- [Data for this task]:
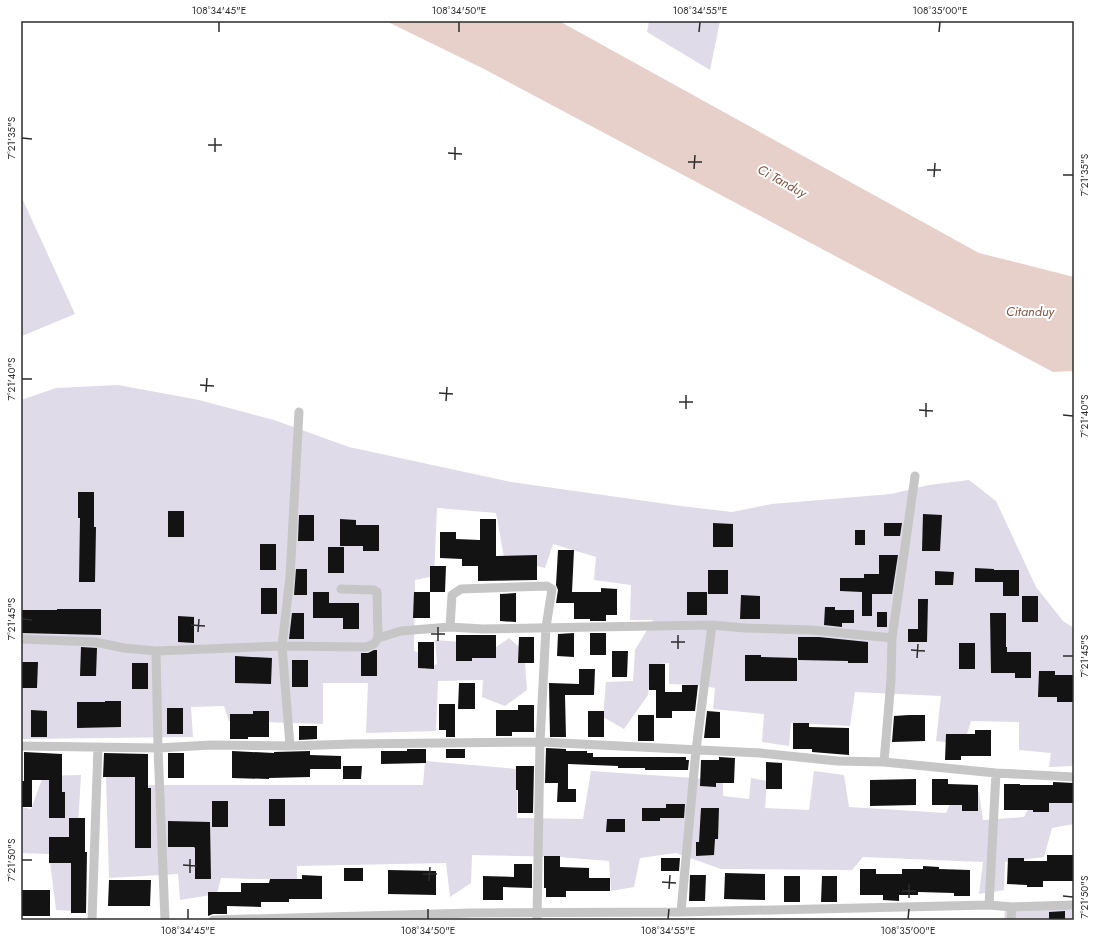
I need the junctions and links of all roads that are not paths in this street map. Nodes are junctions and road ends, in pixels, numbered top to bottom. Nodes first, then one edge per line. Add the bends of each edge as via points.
1 (299, 412) dead end
2 (915, 476) dead end
3 (342, 590) dead end
4 (712, 625) junction
5 (450, 627) junction
6 (546, 627) junction
7 (378, 638) junction
8 (892, 638) junction
9 (21, 639) edge
10 (282, 646) junction
11 (156, 651) junction
12 (540, 742) junction
13 (21, 746) edge
14 (290, 746) junction
15 (98, 747) junction
16 (158, 748) junction
17 (696, 750) junction
18 (884, 762) junction
19 (996, 773) junction
20 (1074, 777) edge
21 (989, 905) junction
22 (1074, 905) edge
23 (1012, 907) junction
24 (681, 912) junction
25 (537, 916) edge
26 (630, 916) edge
27 (92, 920) edge
28 (165, 920) edge
29 (213, 920) edge
30 (1011, 920) edge

1 - 10 street via 290,577
2 - 8 street
3 - 7 street via 377,592
4 - 6 street
4 - 8 street via 812,630
4 - 17 street
5 - 6 street
5 - 6 street via 452,595 461,589 547,586 552,589
5 - 7 street via 401,631
6 - 12 street
7 - 10 street via 374,644 366,647
8 - 18 street
9 - 11 street via 95,642
10 - 11 street
10 - 14 street
11 - 16 street
12 - 14 street
12 - 17 street
12 - 25 street
13 - 15 street
14 - 16 street via 211,745
15 - 16 street
15 - 27 street
16 - 28 street
17 - 18 street
17 - 24 street
18 - 19 street
19 - 20 street
19 - 21 street
21 - 23 street
21 - 24 street
22 - 23 street
23 - 30 street
24 - 26 street
25 - 26 street
25 - 29 street via 472,913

- [How to complete this task]: Transcribe every entry word for word, but skip the pictures.

- [Result for this exercise]:
I need the junctions and links of all roads that are not paths in this street map. Nodes are junctions and road ends, in pixels, numbered top to bottom. Nodes first, then one edge per line. Add the bends of each edge as via points.
1 (299, 412) dead end
2 (915, 476) dead end
3 (342, 590) dead end
4 (712, 625) junction
5 (450, 627) junction
6 (546, 627) junction
7 (378, 638) junction
8 (892, 638) junction
9 (21, 639) edge
10 (282, 646) junction
11 (156, 651) junction
12 (540, 742) junction
13 (21, 746) edge
14 (290, 746) junction
15 (98, 747) junction
16 (158, 748) junction
17 (696, 750) junction
18 (884, 762) junction
19 (996, 773) junction
20 (1074, 777) edge
21 (989, 905) junction
22 (1074, 905) edge
23 (1012, 907) junction
24 (681, 912) junction
25 (537, 916) edge
26 (630, 916) edge
27 (92, 920) edge
28 (165, 920) edge
29 (213, 920) edge
30 (1011, 920) edge

1 - 10 street via 290,577
2 - 8 street
3 - 7 street via 377,592
4 - 6 street
4 - 8 street via 812,630
4 - 17 street
5 - 6 street
5 - 6 street via 452,595 461,589 547,586 552,589
5 - 7 street via 401,631
6 - 12 street
7 - 10 street via 374,644 366,647
8 - 18 street
9 - 11 street via 95,642
10 - 11 street
10 - 14 street
11 - 16 street
12 - 14 street
12 - 17 street
12 - 25 street
13 - 15 street
14 - 16 street via 211,745
15 - 16 street
15 - 27 street
16 - 28 street
17 - 18 street
17 - 24 street
18 - 19 street
19 - 20 street
19 - 21 street
21 - 23 street
21 - 24 street
22 - 23 street
23 - 30 street
24 - 26 street
25 - 26 street
25 - 29 street via 472,913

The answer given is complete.